Gesamtkunstwerk will revolutionise how you decorate your home — just don't ask us how to pronounce it
The French architect, designer and art collector, who designed the hotel At Sloane was a master of Gesamtkunstwerk. Read on to find out why... and what it is.
Given that Sir Alec Issigonis, designer of the Mini, asserted that ‘a camel is a horse designed by a committee’, he’d presumably have taken a dim view of the Pontiac Aztek, which was designed, in 2001, by a focus group (and which was withdrawn after only four years).
Collaboration and consensus might be the buzzwords of our times, but there’s something dispiriting about anything that is the result of head nodding, especially in the world of architecture and design. Truly great buildings tend to be the result of a single vision. Architectural examples of Gesamtkunstwerk, a synthesis of different disciplines and art forms where the contents were the result of considerable control freakery, range from Robert Adam’s Syon House in west London to Arne Jacobsen’s faintly Orwellian SAS building in Copenhagen, Denmark (he even designed the cutlery).
In between, there were similarly distinctive personal projects, such as Sir John Soane’s Museum, the Kensington home of the Victorian painter Lord Leighton and William Burges’s extraordinary transformation of Cardiff Castle into a Gothic fantasy for the Marquess of Bute.
Great mind: Syon House and its Great Hall are the vision of one man — Robert Adam.
In the countryside, a garden and parkland were sometimes part of an even more ambitious masterplan. Although there were plenty of later examples to be found in Arts and Crafts, Art Deco and early Modernism, it’s a tradition that has become rare in the 21st century when the process of creating a house has become a shared endeavour between architect, interior designer and client. Except, that is, in the work of François-Joseph Graf, the French architect, designer and art collector, who designed At Sloane, whose talents were enlisted by the Cadogan Estate and the Parisian hotelier Jean-Louis Costes.
The majority of the building’s contents and structure (except its façade) are Graf’s work, creating a spatial and aesthetic coherence you might not expect in rooms heavily influenced by Thomas Jeckyll, William Morris and Charles Rennie Mackintosh in the same succession of space.
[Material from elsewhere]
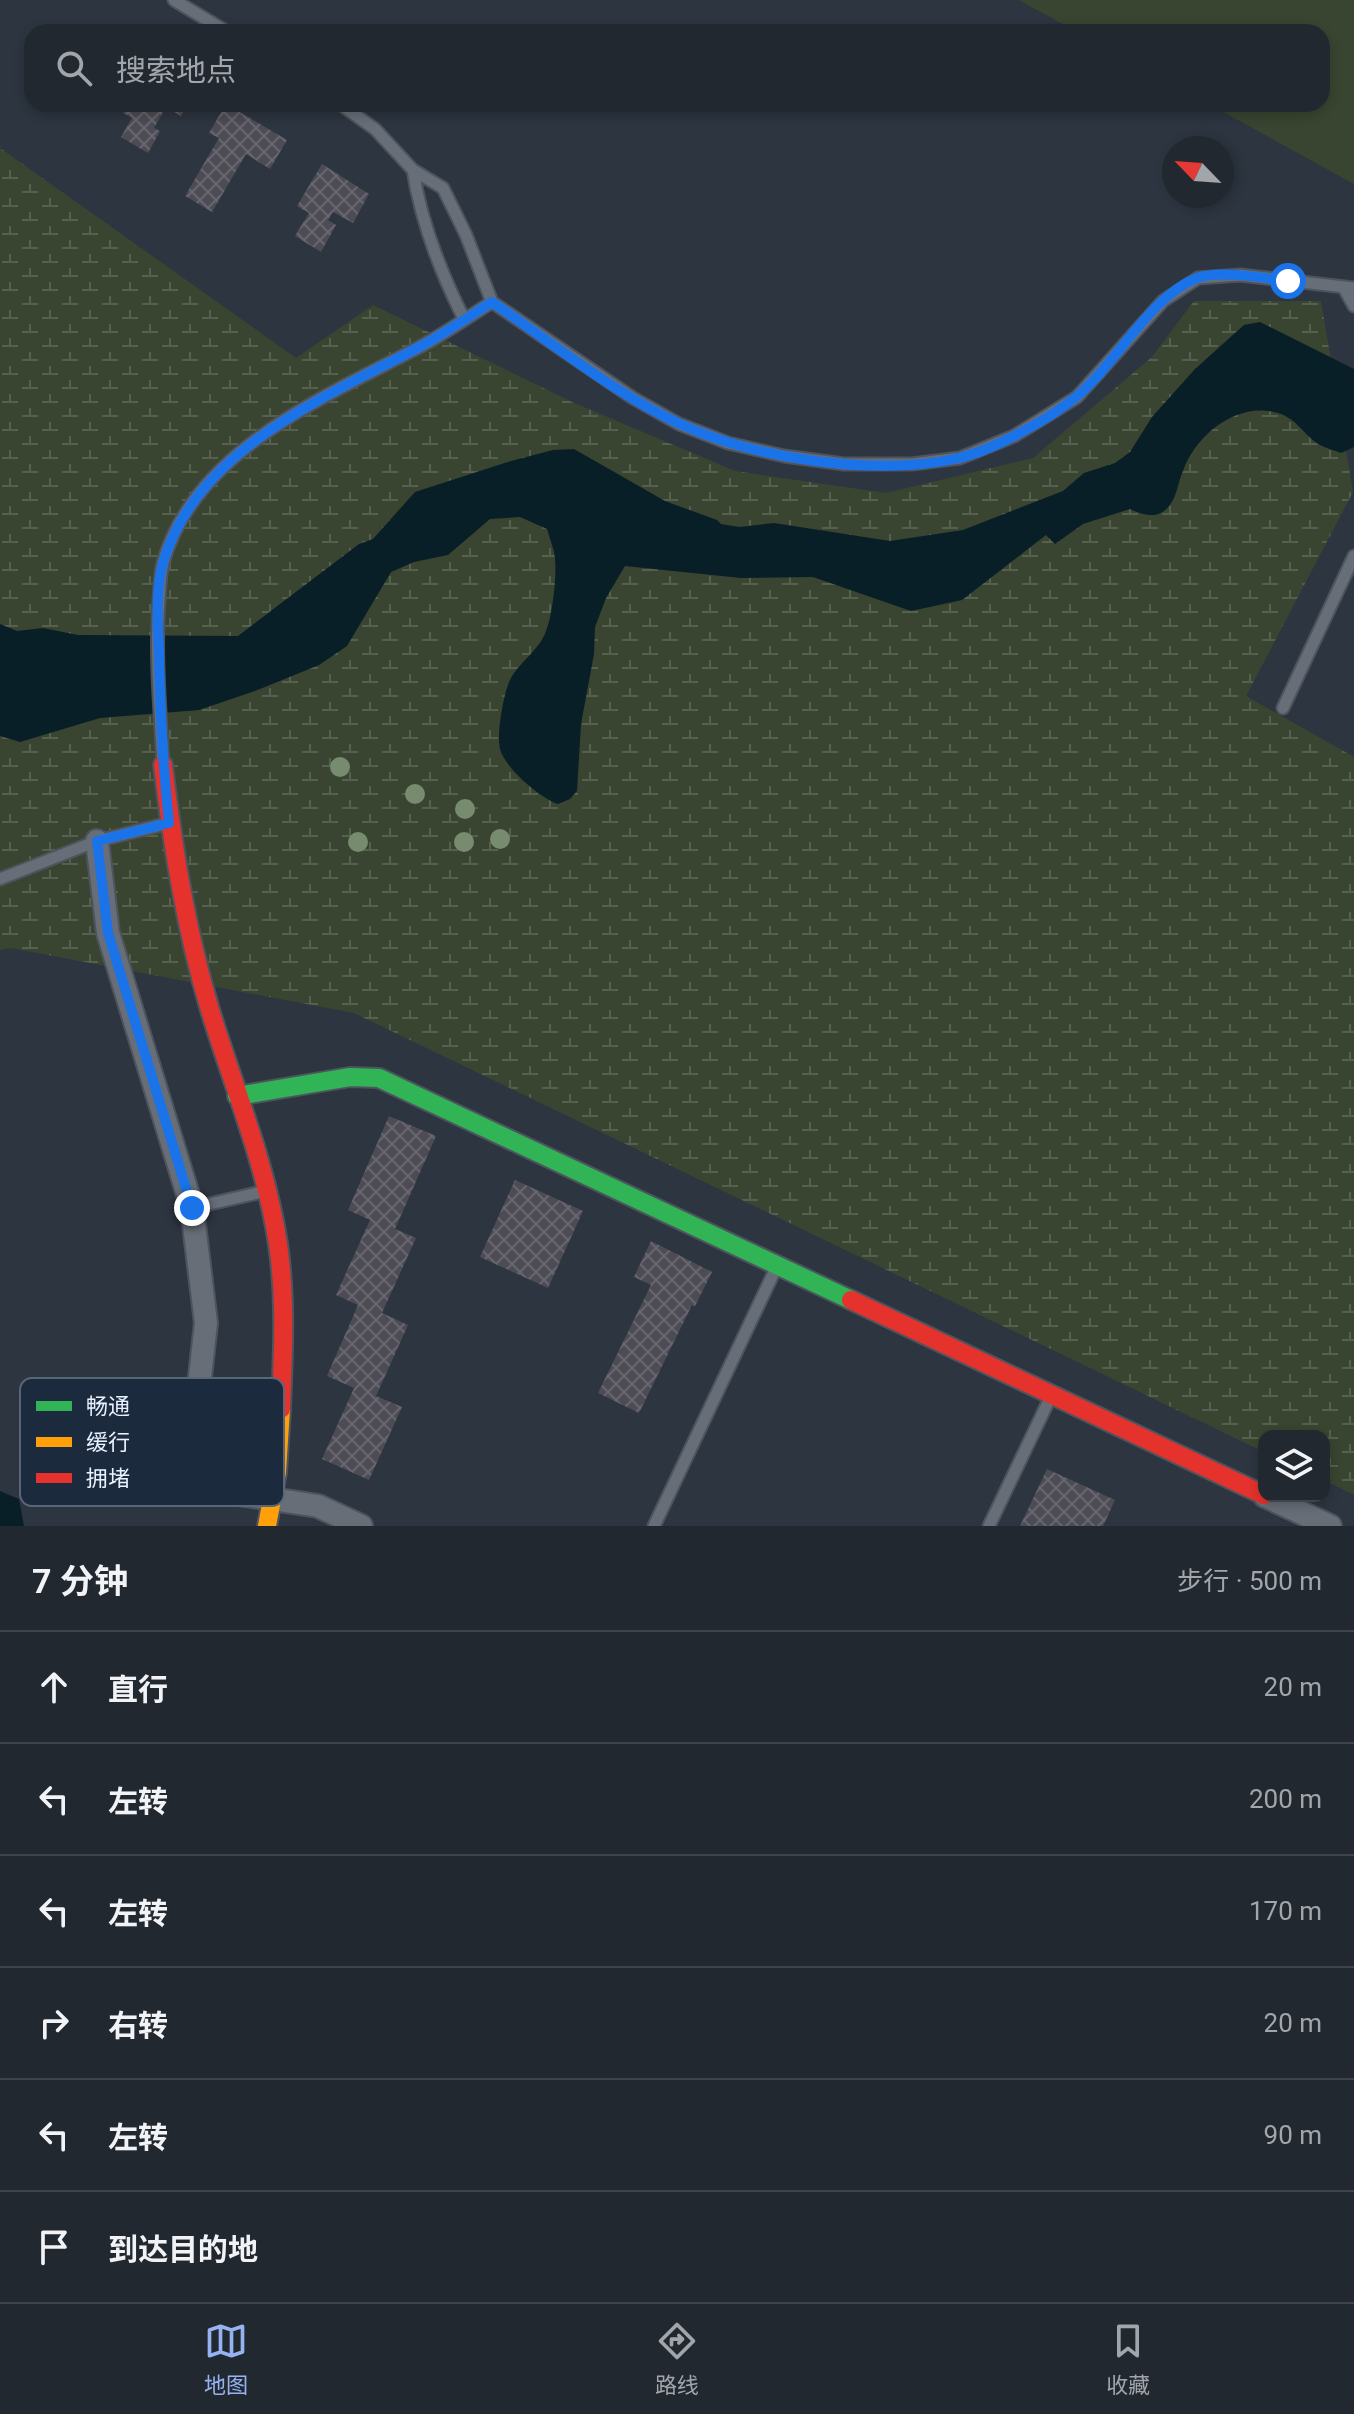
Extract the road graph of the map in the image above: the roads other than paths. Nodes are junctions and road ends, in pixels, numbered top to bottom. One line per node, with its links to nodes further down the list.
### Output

At Sloane is a visual delight.
Like a cloistered monastery or riad, the leaded windows obscure the outside, encouraging guests to look in rather than out and to absorb the intimate world he has created. Like Soane, he is also a designer who understands that a little mirror goes a long way. Also like Soane, the result is not unhinged pastiche, but something beguiling and exciting, true to T. S. Eliot’s view that: ‘The past should be altered by the present as much as the present directed by the past.’